Author(s): J. M. Aldred and S. N. Lee

Publication: Special Publication

Volume: 221

Issue:

Appears on pages(s): 783-796

Keywords: autogenous shrinkage; capillary pore pressure; dessication; ground granulated blast-furnace slag; pore size distribution

Date: 5/1/2004

Abstract:
The influence of ground granulated blast-furnace (GGBF) slag on autogenous shrinkage in concrete with a water/cementitious material (w/cm) of 0.3 and 91-day strength in excess of 80 MPa was investigated under tropical conditions. Cement re-placement percentages of 30, 50, 65 and 80% by GGBF slag were examined as well as the finenesses of 4200, 6000 and 7900 cm2/g for the 65% replacement percentage. The GGBF slag increased significantly the cumulative autogenous shrinkage for all replacement percentages and fineness levels tested.

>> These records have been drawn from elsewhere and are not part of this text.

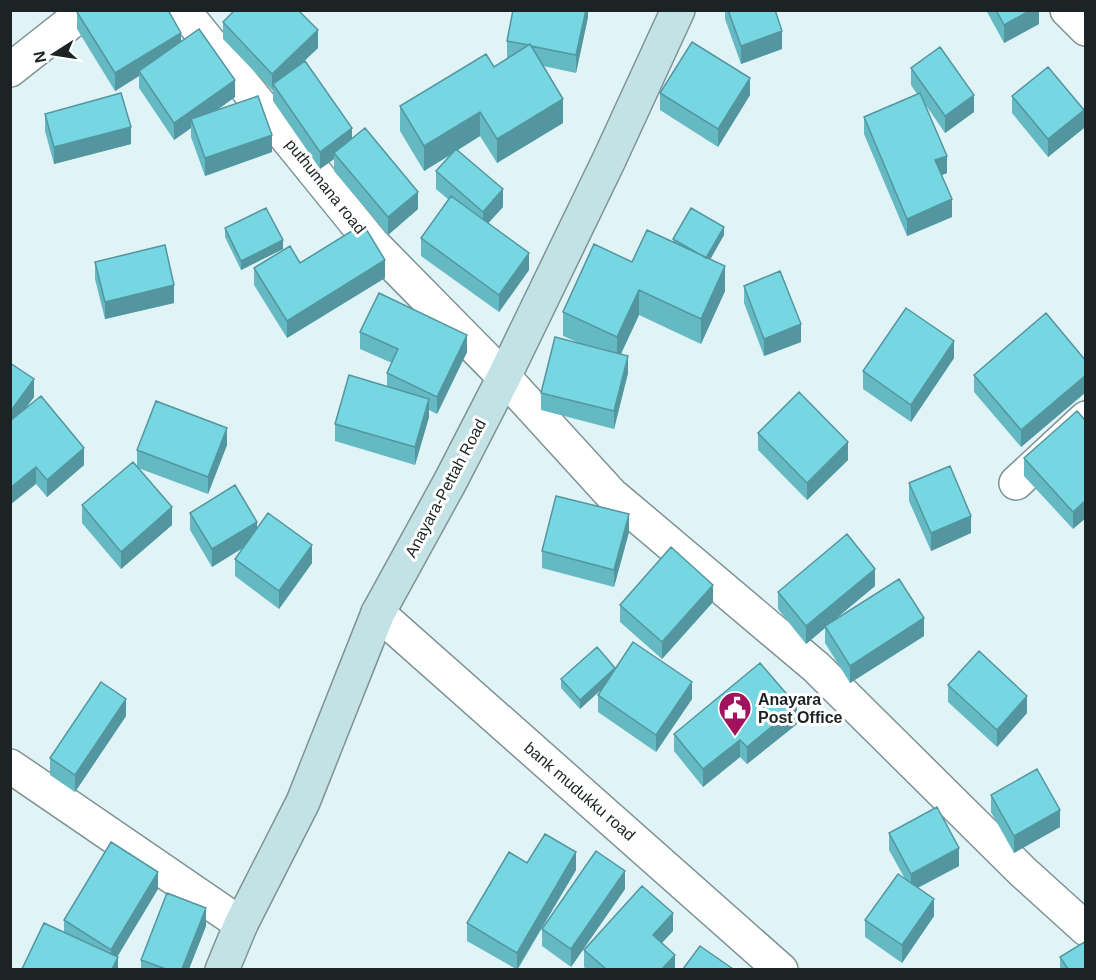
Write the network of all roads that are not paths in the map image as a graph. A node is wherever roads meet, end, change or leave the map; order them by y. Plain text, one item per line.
1 (86, 10) edge
2 (183, 10) edge
3 (678, 10) edge
4 (1067, 10) edge
5 (1086, 29) edge
6 (10, 70) edge
7 (504, 377) junction
8 (1086, 418) edge
9 (1016, 483) dead end
10 (378, 613) junction
11 (10, 766) edge
12 (241, 924) junction
13 (1086, 928) edge
14 (222, 969) edge
15 (782, 969) edge

1 - 6 street
2 - 7 street, puthumana road
3 - 7 main road, Anayara-Pettah Road
4 - 5 street
7 - 10 main road, Anayara-Pettah Road
7 - 13 street, puthumana road
8 - 9 street
10 - 12 main road, Anayara-Pettah Road
10 - 15 street, bank mudukku road
11 - 12 street
12 - 14 main road, Anayara-Pettah Road

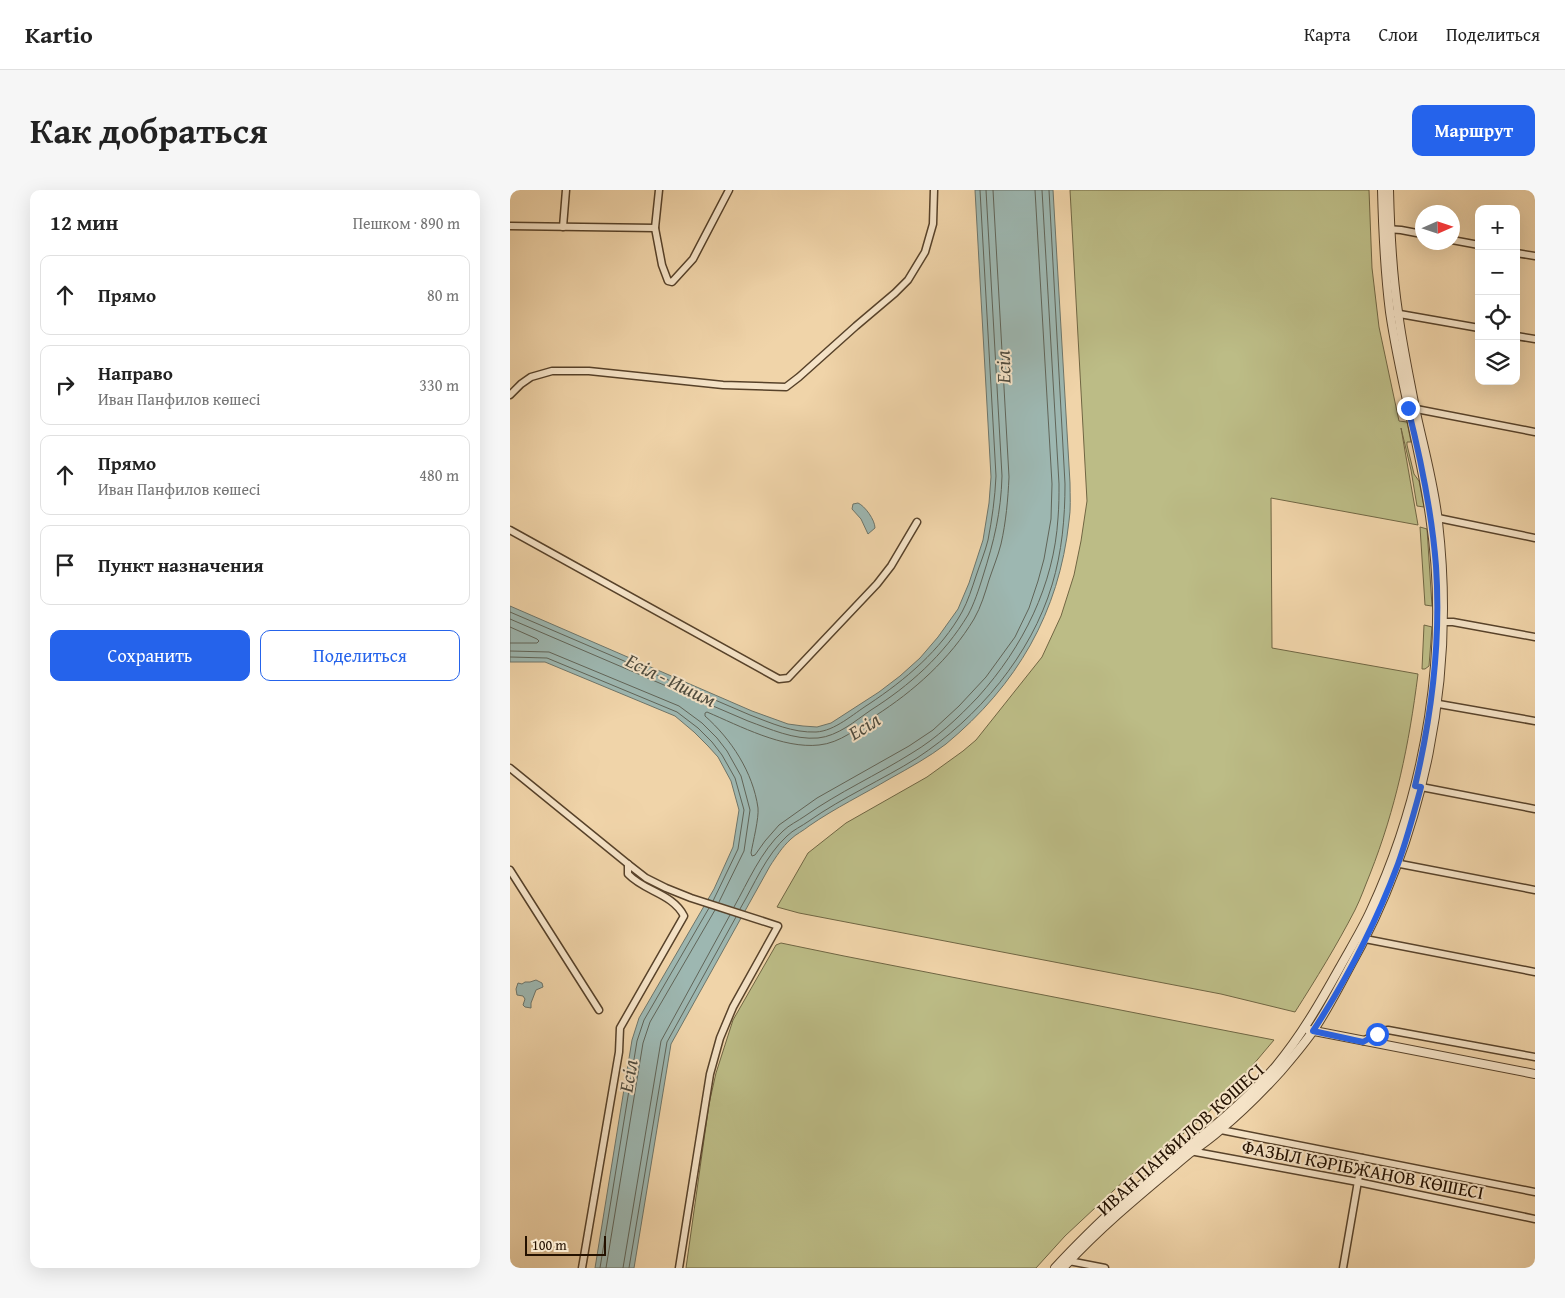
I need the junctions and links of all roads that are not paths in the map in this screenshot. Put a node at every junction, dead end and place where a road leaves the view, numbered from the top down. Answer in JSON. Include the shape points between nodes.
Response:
{"nodes":[{"id":1,"x":566,"y":190,"type":"edge"},
{"id":2,"x":660,"y":190,"type":"edge"},
{"id":3,"x":729,"y":190,"type":"edge"},
{"id":4,"x":934,"y":190,"type":"edge"},
{"id":5,"x":1382,"y":190,"type":"edge"},
{"id":6,"x":1389,"y":190,"type":"edge"},
{"id":7,"x":510,"y":226,"type":"edge"},
{"id":8,"x":563,"y":227,"type":"junction"},
{"id":9,"x":655,"y":228,"type":"junction"},
{"id":10,"x":1386,"y":229,"type":"junction"},
{"id":11,"x":1415,"y":233,"type":"edge"},
{"id":12,"x":1460,"y":241,"type":"edge"},
{"id":13,"x":1475,"y":244,"type":"edge"},
{"id":14,"x":1520,"y":253,"type":"edge"},
{"id":15,"x":1535,"y":256,"type":"edge"},
{"id":16,"x":1394,"y":313,"type":"junction"},
{"id":17,"x":1475,"y":327,"type":"edge"},
{"id":18,"x":1520,"y":337,"type":"edge"},
{"id":19,"x":1535,"y":339,"type":"edge"},
{"id":20,"x":510,"y":395,"type":"edge"},
{"id":21,"x":1412,"y":408,"type":"junction"},
{"id":22,"x":1535,"y":432,"type":"edge"},
{"id":23,"x":1438,"y":518,"type":"junction"},
{"id":24,"x":917,"y":522,"type":"dead end"},
{"id":25,"x":510,"y":530,"type":"edge"},
{"id":26,"x":1535,"y":538,"type":"edge"},
{"id":27,"x":1440,"y":622,"type":"junction"},
{"id":28,"x":1535,"y":637,"type":"edge"},
{"id":29,"x":1434,"y":703,"type":"junction"},
{"id":30,"x":1535,"y":721,"type":"edge"},
{"id":31,"x":511,"y":771,"type":"edge"},
{"id":32,"x":1418,"y":786,"type":"junction"},
{"id":33,"x":1535,"y":809,"type":"edge"},
{"id":34,"x":1395,"y":863,"type":"junction"},
{"id":35,"x":628,"y":864,"type":"junction"},
{"id":36,"x":510,"y":870,"type":"edge"},
{"id":37,"x":1535,"y":890,"type":"edge"},
{"id":38,"x":1357,"y":937,"type":"junction"},
{"id":39,"x":1366,"y":939,"type":"junction"},
{"id":40,"x":1535,"y":972,"type":"edge"},
{"id":41,"x":599,"y":1010,"type":"dead end"},
{"id":42,"x":1304,"y":1030,"type":"junction"},
{"id":43,"x":1313,"y":1031,"type":"junction"},
{"id":44,"x":1363,"y":1042,"type":"junction"},
{"id":45,"x":1535,"y":1057,"type":"edge"},
{"id":46,"x":1535,"y":1074,"type":"edge"},
{"id":47,"x":1218,"y":1128,"type":"junction"},
{"id":48,"x":1189,"y":1151,"type":"junction"},
{"id":49,"x":1362,"y":1158,"type":"junction"},
{"id":50,"x":1358,"y":1182,"type":"junction"},
{"id":51,"x":1535,"y":1192,"type":"edge"},
{"id":52,"x":1535,"y":1218,"type":"edge"},
{"id":53,"x":1067,"y":1259,"type":"junction"},
{"id":54,"x":582,"y":1268,"type":"edge"},
{"id":55,"x":678,"y":1268,"type":"edge"},
{"id":56,"x":1055,"y":1268,"type":"edge"},
{"id":57,"x":1063,"y":1268,"type":"edge"},
{"id":58,"x":1106,"y":1268,"type":"edge"},
{"id":59,"x":1343,"y":1268,"type":"edge"}],
"edges":[{"from":1,"to":8,"type":"street"},
{"from":2,"to":9,"type":"street"},
{"from":3,"to":9,"type":"street","via":[[693,259],[672,282],[668,281],[662,265]]},
{"from":4,"to":20,"type":"street","via":[[933,224],[925,252],[908,280],[786,387],[723,385],[589,371],[552,371],[531,377]]},
{"from":5,"to":10,"type":"street","name":"ИВАН ПАНФИЛОВ КӨШЕСІ"},
{"from":6,"to":10,"type":"street","name":"ИВАН ПАНФИЛОВ КӨШЕСІ"},
{"from":7,"to":8,"type":"street"},
{"from":8,"to":9,"type":"street"},
{"from":10,"to":11,"type":"street"},
{"from":10,"to":16,"type":"street","name":"ИВАН ПАНФИЛОВ КӨШЕСІ"},
{"from":12,"to":13,"type":"street"},
{"from":14,"to":15,"type":"street"},
{"from":16,"to":17,"type":"street"},
{"from":16,"to":21,"type":"street","name":"ИВАН ПАНФИЛОВ КӨШЕСІ"},
{"from":18,"to":19,"type":"street"},
{"from":21,"to":22,"type":"street"},
{"from":21,"to":23,"type":"street","name":"ИВАН ПАНФИЛОВ КӨШЕСІ"},
{"from":21,"to":27,"type":"street","name":"ИВАН ПАНФИЛОВ КӨШЕСІ","via":[[1430,517]]},
{"from":23,"to":26,"type":"street"},
{"from":23,"to":27,"type":"street","name":"ИВАН ПАНФИЛОВ КӨШЕСІ","via":[[1443,581]]},
{"from":24,"to":25,"type":"street","via":[[877,584],[788,678],[779,679]]},
{"from":27,"to":28,"type":"street"},
{"from":27,"to":29,"type":"street","name":"ИВАН ПАНФИЛОВ КӨШЕСІ"},
{"from":29,"to":30,"type":"street"},
{"from":29,"to":32,"type":"street","name":"ИВАН ПАНФИЛОВ КӨШЕСІ"},
{"from":31,"to":35,"type":"street"},
{"from":32,"to":33,"type":"street"},
{"from":32,"to":34,"type":"street","name":"ИВАН ПАНФИЛОВ КӨШЕСІ"},
{"from":34,"to":37,"type":"street"},
{"from":34,"to":38,"type":"street","name":"ИВАН ПАНФИЛОВ КӨШЕСІ"},
{"from":34,"to":39,"type":"street","name":"ИВАН ПАНФИЛОВ КӨШЕСІ"},
{"from":35,"to":54,"type":"street","via":[[628,874],[636,882],[670,899],[684,916],[620,1028],[619,1052]]},
{"from":35,"to":55,"type":"street","via":[[666,888],[778,926],[733,1007],[720,1038],[710,1074]]},
{"from":36,"to":41,"type":"street"},
{"from":38,"to":39,"type":"street"},
{"from":38,"to":42,"type":"street","name":"ИВАН ПАНФИЛОВ КӨШЕСІ"},
{"from":39,"to":40,"type":"street"},
{"from":39,"to":43,"type":"street","name":"ИВАН ПАНФИЛОВ КӨШЕСІ"},
{"from":42,"to":43,"type":"street"},
{"from":42,"to":47,"type":"street","name":"ИВАН ПАНФИЛОВ КӨШЕСІ","via":[[1275,1067]]},
{"from":43,"to":44,"type":"street"},
{"from":43,"to":47,"type":"street","name":"ИВАН ПАНФИЛОВ КӨШЕСІ","via":[[1247,1106]]},
{"from":44,"to":45,"type":"street","via":[[1388,1030]]},
{"from":44,"to":46,"type":"street"},
{"from":47,"to":48,"type":"street","name":"ИВАН ПАНФИЛОВ КӨШЕСІ"},
{"from":47,"to":49,"type":"street"},
{"from":48,"to":50,"type":"street","name":"ФАЗЫЛ КӘРІБЖАНОВ КӨШЕСІ"},
{"from":48,"to":53,"type":"street","name":"ИВАН ПАНФИЛОВ КӨШЕСІ","via":[[1128,1197]]},
{"from":49,"to":50,"type":"street"},
{"from":49,"to":51,"type":"street"},
{"from":50,"to":52,"type":"street","name":"ФАЗЫЛ КӘРІБЖАНОВ КӨШЕСІ"},
{"from":50,"to":59,"type":"street"},
{"from":53,"to":56,"type":"street","name":"ИВАН ПАНФИЛОВ КӨШЕСІ"},
{"from":53,"to":57,"type":"street","name":"ИВАН ПАНФИЛОВ КӨШЕСІ"},
{"from":53,"to":58,"type":"street"}]}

The increased autogenous strain occurred within the first 14 days when hydration would have been dominated by the portland cement component, well before significant additional hydration or pore refinement would have been possible due to hydration of the GGBF slag component. This suggests that the driving force for autogenous shrinkage in GGBF slag concrete may differ fundamentally from that for portland cement and silica fume concrete. Possible mechanisms for the increased early autogenous shrinkage in GGBF slag concrete are discussed.